I costruttori, fin da subito molto critici sui bandi d'asta dell'Agenzia del Demanio, adesso chiedono di abbassare i prezzi e cambiare i dettagli della gara. "Avanzeremo la proposta formale di abbassare le basi d'asta e rivedere la procedura di assegnazione - spiega Carmine Preziosi, direttore del Collegio Costruttori - è necessario un dialogo preventivo con la soprintendenza e il Comune su destinazione d'uso e sagoma degli edifici". Secondo Preziosi, il grosso ostacolo per la vendita di questi lotti pregiati ma costosi e vincolati dai beni culturali, in particolare le caserme Sani e Masini, è proprio l'impossibilità di cambiare la forma degli edifici oggi presenti. "La sagoma degli edifici condiziona la destinazione d'uso - dice il direttore del collegio - quindi bisognerebbe prevedere la possibilità che gli investitori interessati possano discutere prima con la soprintendenza e il Comune per verificare le reali possibilità di queste aree. Questa procedura si definisce "dialogo competitivo", è presente in molte gare europee". Se non si "incontra il mercato", come dicono gli addetti ai lavori, bisognerà pensare a un altro tipo di contratto. La caserma Sani, in particolare, si trova in un'area come quella del Parco Nord e della Fiera in cui si prevedono grandi investimenti urbanistici, ad esempio quelli del Tecnopolo.
In ogni caso, che si decida per una modifica del bando o per un ribasso della base d'asta, i tempi si allungano molto, mentre queste avrebbero dovuto essere risorse velocemente disponibili, a fronte di un percorso lungo anni per arrivare alla definizione del bando.

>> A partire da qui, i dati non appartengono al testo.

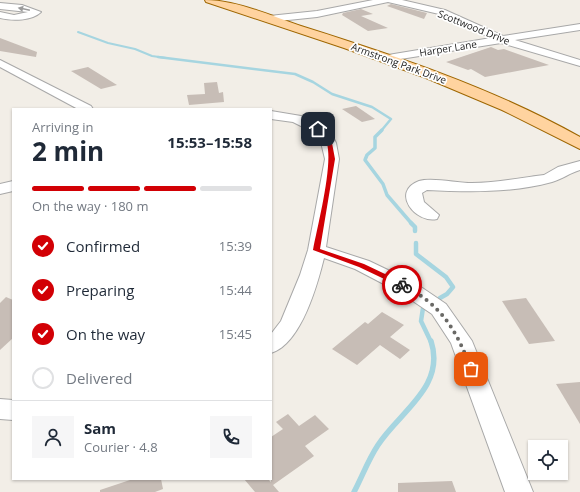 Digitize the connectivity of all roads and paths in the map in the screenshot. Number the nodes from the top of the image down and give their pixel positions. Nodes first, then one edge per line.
1 (210, 0) edge
2 (385, 0) edge
3 (391, 0) edge
4 (0, 6) edge
5 (0, 15) edge
6 (269, 19) junction
7 (580, 27) edge
8 (502, 40) junction
9 (388, 58) junction
10 (0, 63) edge
11 (580, 63) edge
12 (85, 108) edge
13 (272, 115) edge
14 (580, 144) edge
15 (580, 165) edge
16 (12, 186) edge
17 (0, 189) edge
18 (431, 215) dead end
19 (316, 250) junction
20 (272, 344) edge
21 (0, 409) edge
22 (12, 410) edge
23 (519, 492) edge

1 - 6 main road, Armstrong Park Drive
2 - 6 street
3 - 8 street, Scottwood Drive
5 -> 4 street
6 - 9 main road, Armstrong Park Drive
7 - 8 street, Harper Lane
8 - 9 street, Harper Lane
8 - 11 street, Scottwood Drive
9 - 14 main road, Armstrong Park Drive
10 - 12 street
13 - 19 street
15 - 18 street
16 - 17 street
19 - 20 street
19 - 23 street
21 - 22 street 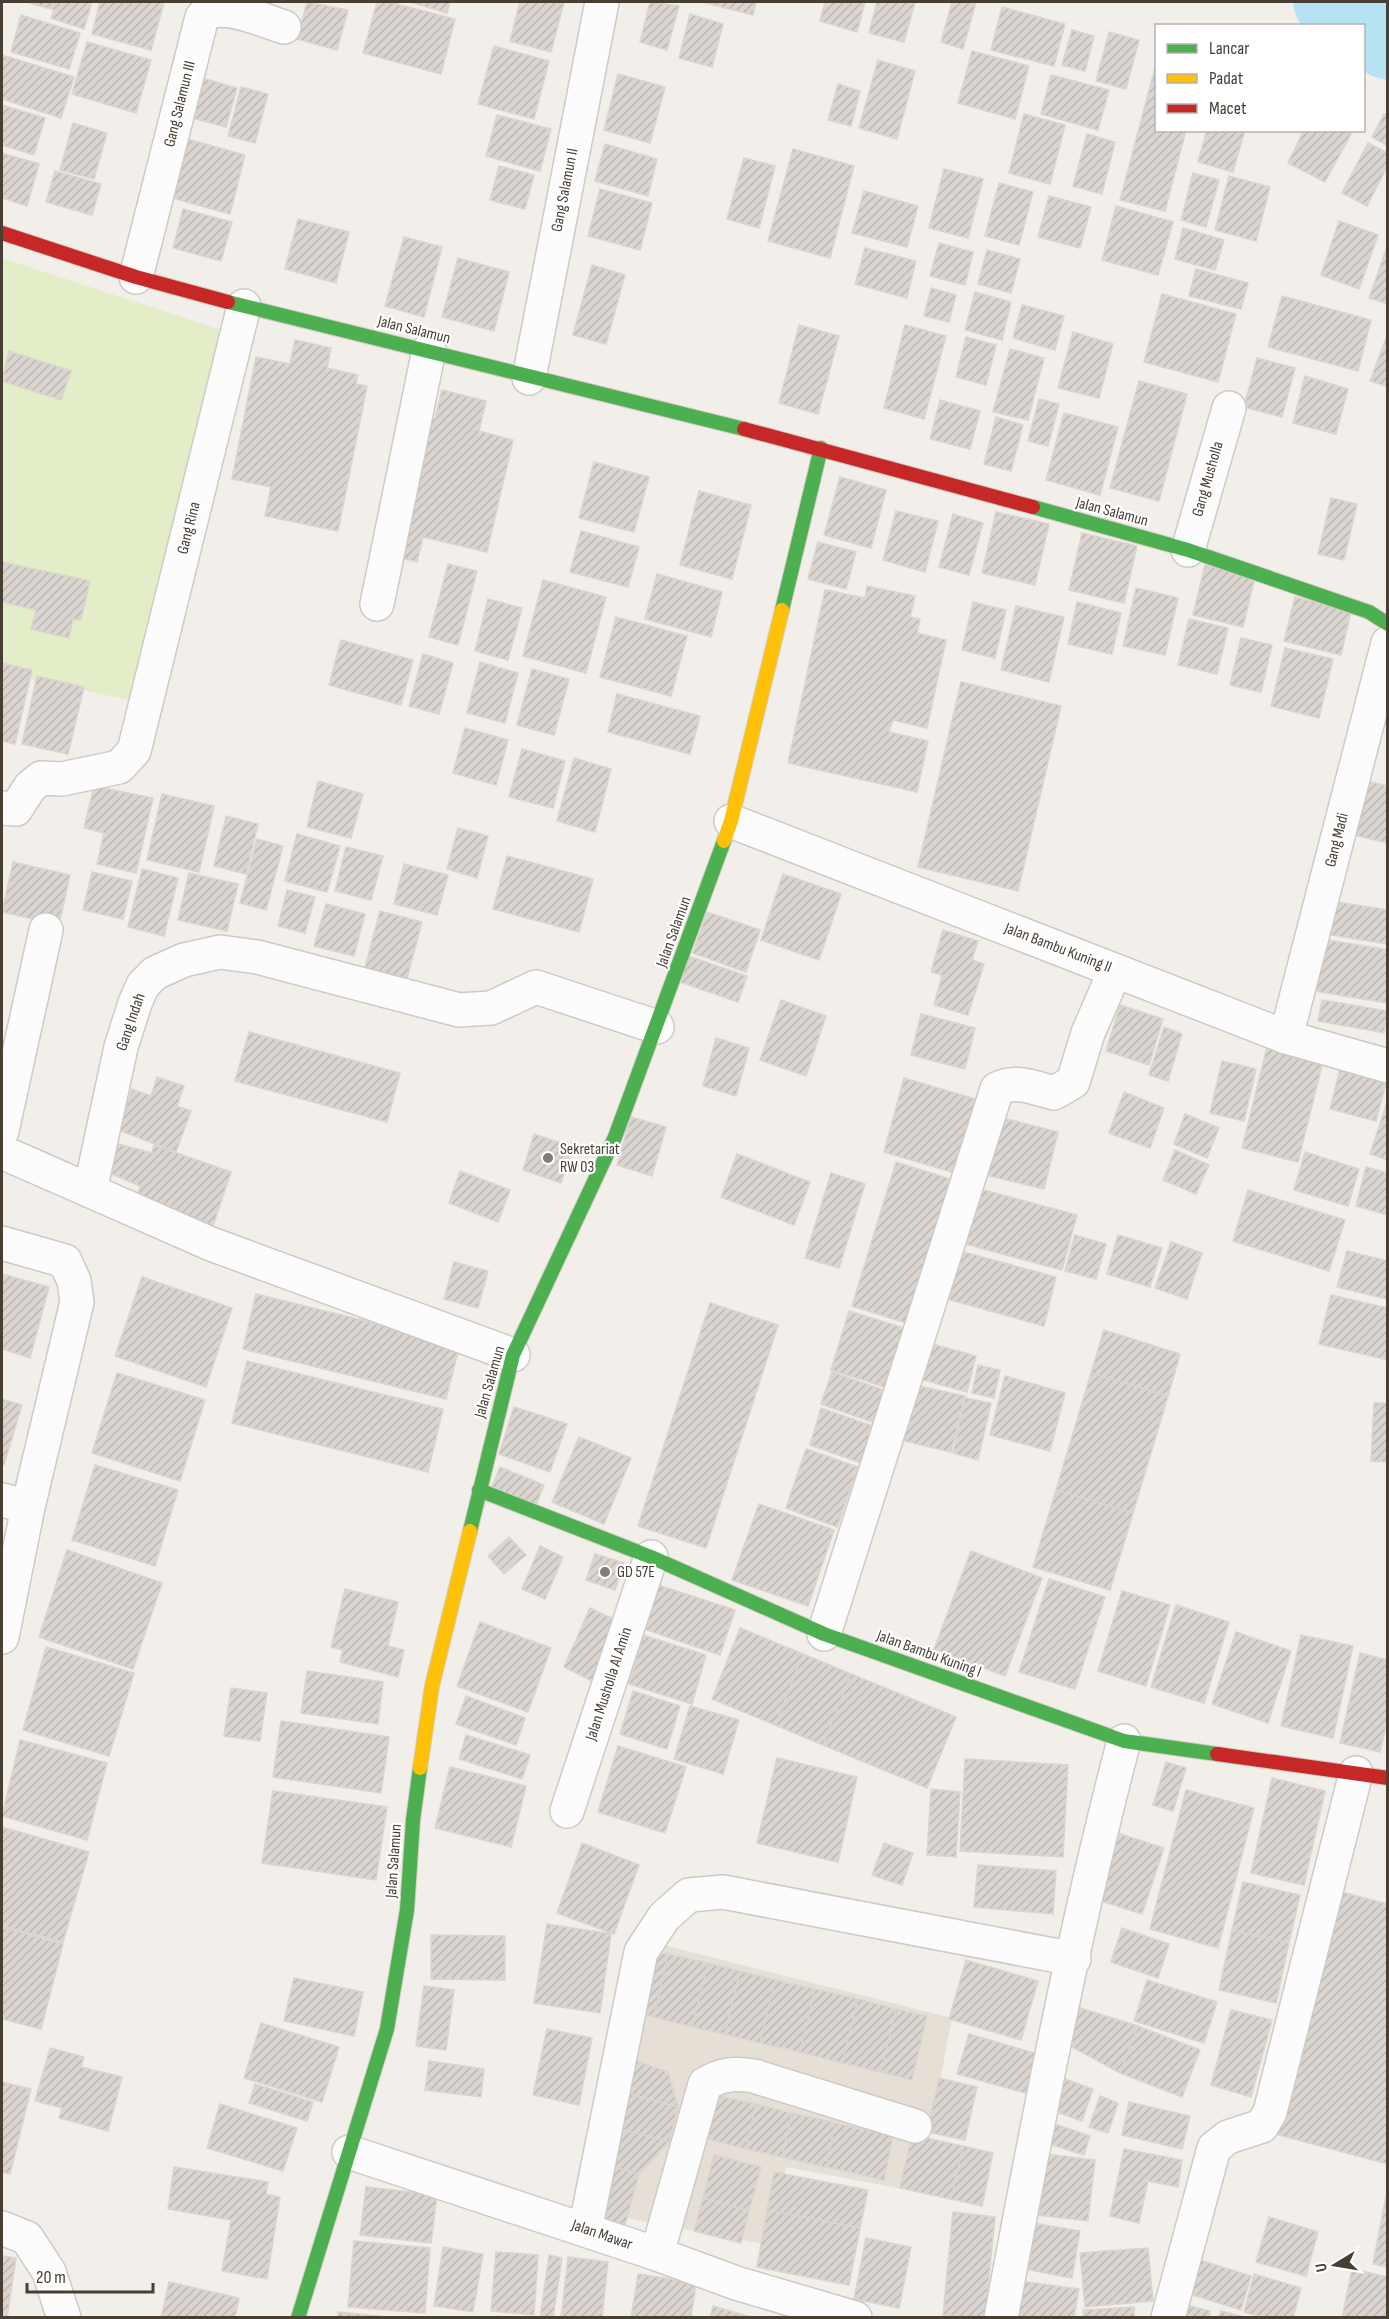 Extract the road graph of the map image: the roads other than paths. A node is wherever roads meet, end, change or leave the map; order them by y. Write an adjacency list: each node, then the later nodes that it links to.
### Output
1 (602, 2): 7 (street, Gang Salamun II)
2 (284, 27): 4 (street, Gang Salamun III)
3 (2, 233): 4 (street, Jalan Salamun)
4 (136, 277): 5 (street, Jalan Salamun)
5 (244, 306): 6 (street, Jalan Salamun); 14 (street, Gang Rina)
6 (429, 350): 7 (street, Jalan Salamun); 11 (street)
7 (529, 378): 9 (street, Jalan Salamun)
8 (1229, 408): 10 (street, Gang Musholla)
9 (821, 448): 10 (street, Jalan Salamun); 15 (street, Jalan Salamun)
10 (1188, 550): 12 (street, Jalan Salamun)
11 (377, 604)
12 (1388, 624)
13 (1388, 643): 19 (street, Gang Madi)
14 (2, 808)
15 (731, 821): 17 (street, Jalan Bambu Kuning II); 18 (street, Jalan Salamun)
16 (46, 930): 21 (street)
17 (1115, 971): 19 (street, Jalan Bambu Kuning II); 29 (street)
18 (657, 1027): 23 (street, Gang Indah); 25 (street, Jalan Salamun)
19 (1286, 1037): 20 (street, Jalan Bambu Kuning II)
20 (1387, 1066)
21 (2, 1131)
22 (2, 1152): 23 (street)
23 (90, 1191): 25 (street)
24 (2, 1243): 27 (street)
25 (513, 1355): 26 (street, Jalan Salamun)
26 (480, 1490): 28 (street, Jalan Bambu Kuning I); 36 (street, Jalan Salamun)
27 (15, 1503): 30 (street)
28 (651, 1557): 29 (street, Jalan Bambu Kuning I); 33 (street, Jalan Musholla Al Amin)
29 (824, 1634): 31 (street, Jalan Bambu Kuning I)
30 (2, 1637)
31 (1124, 1741): 32 (street, Jalan Bambu Kuning I); 34 (street)
32 (1372, 1776): 44 (street)
33 (567, 1811)
34 (1074, 1959): 38 (street); 43 (street)
35 (915, 2126): 39 (street)
36 (350, 2152): 38 (street, Jalan Mawar); 41 (street, Jalan Salamun)
37 (2, 2228): 40 (street)
38 (585, 2230): 39 (street, Jalan Mawar)
39 (657, 2254): 42 (street, Jalan Mawar)
40 (64, 2318)
41 (298, 2318)
42 (855, 2318)
43 (1001, 2318)
44 (1168, 2318)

Non erano mancate neanche le contestazioni, con tanto di sit-in di protesta davanti alla caserma Mameli da parte dell'Unione sindacale di base (Usb): i manifestanti, contrari alle alienazioni, parlavano di "l'ennesimo furto alla collettività". Ma in questo caso ci ha pensato la crisi del mercato immobiliare ad affossare le vendite, quando ci sono ancora altre 11 ex aree militari in ballo, tra alienazioni e nuove destinazioni.